Action item: With pictures left out, set down every record word for word.

Collection entries:
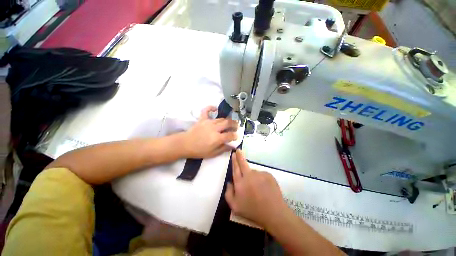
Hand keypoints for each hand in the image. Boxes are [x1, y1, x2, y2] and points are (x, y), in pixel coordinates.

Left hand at [182, 106, 237, 157]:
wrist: (185, 144)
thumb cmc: (199, 151)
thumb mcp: (212, 153)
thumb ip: (223, 149)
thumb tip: (232, 146)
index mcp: (217, 138)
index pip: (230, 135)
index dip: (235, 135)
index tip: (236, 136)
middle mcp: (214, 128)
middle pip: (228, 123)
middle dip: (234, 124)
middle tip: (237, 126)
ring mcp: (208, 122)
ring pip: (221, 118)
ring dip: (227, 120)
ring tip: (230, 122)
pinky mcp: (202, 119)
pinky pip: (206, 111)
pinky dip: (211, 108)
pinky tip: (215, 108)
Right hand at [225, 150, 289, 228]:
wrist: (274, 213)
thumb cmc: (252, 210)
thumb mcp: (235, 207)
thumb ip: (228, 193)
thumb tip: (229, 182)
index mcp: (240, 182)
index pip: (235, 168)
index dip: (234, 161)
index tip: (234, 154)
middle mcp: (249, 175)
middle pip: (243, 163)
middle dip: (240, 156)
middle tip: (239, 150)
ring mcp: (259, 174)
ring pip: (253, 172)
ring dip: (253, 176)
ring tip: (257, 188)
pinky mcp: (268, 175)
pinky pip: (262, 174)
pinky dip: (261, 179)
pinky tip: (264, 188)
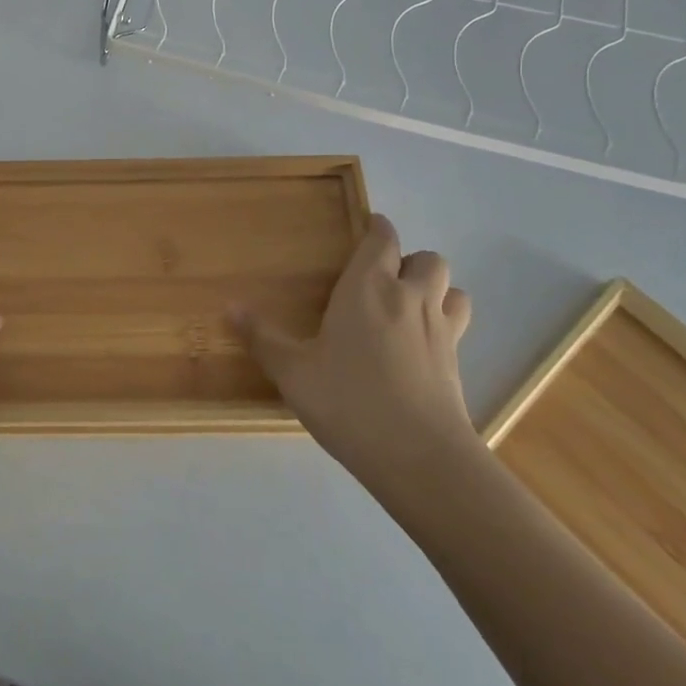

Result for this exercise:
Hand keypoints for each hand in the image. Boxes are [x1, y1, x2, y2] and points are (x, y), in pixel coordinates.

Left hand at [182, 106, 237, 157]:
wrist: (185, 144)
thumb cmc: (199, 151)
thumb mcp: (212, 153)
thumb ip: (223, 149)
thumb tip: (232, 146)
index mcp: (217, 138)
index pip: (230, 135)
index dip: (235, 135)
index tip: (236, 136)
middle mcp: (214, 128)
middle pip: (228, 123)
middle dip: (234, 124)
middle tip: (237, 126)
ring mcp: (208, 122)
ring pip: (221, 118)
ring dip: (227, 120)
ring tip: (230, 122)
pinky mcp: (202, 119)
pinky pip: (206, 111)
pinky dip: (211, 108)
pinky tip: (215, 108)
Right hand at [225, 150, 289, 228]:
wrist: (274, 213)
thumb cmc: (252, 210)
thumb mcp: (235, 207)
thumb ip: (228, 193)
thumb tip: (229, 182)
index mcp: (240, 182)
index pip: (235, 168)
index dip: (234, 161)
index tip: (234, 154)
middle mcp: (249, 175)
middle pip: (243, 163)
middle dip: (240, 156)
middle tip: (239, 150)
ring mcp: (259, 174)
ring pip: (253, 172)
ring dip: (253, 176)
ring tip: (257, 188)
pinky mcp: (268, 175)
pinky pip: (262, 174)
pinky dip: (261, 179)
pinky tip: (264, 188)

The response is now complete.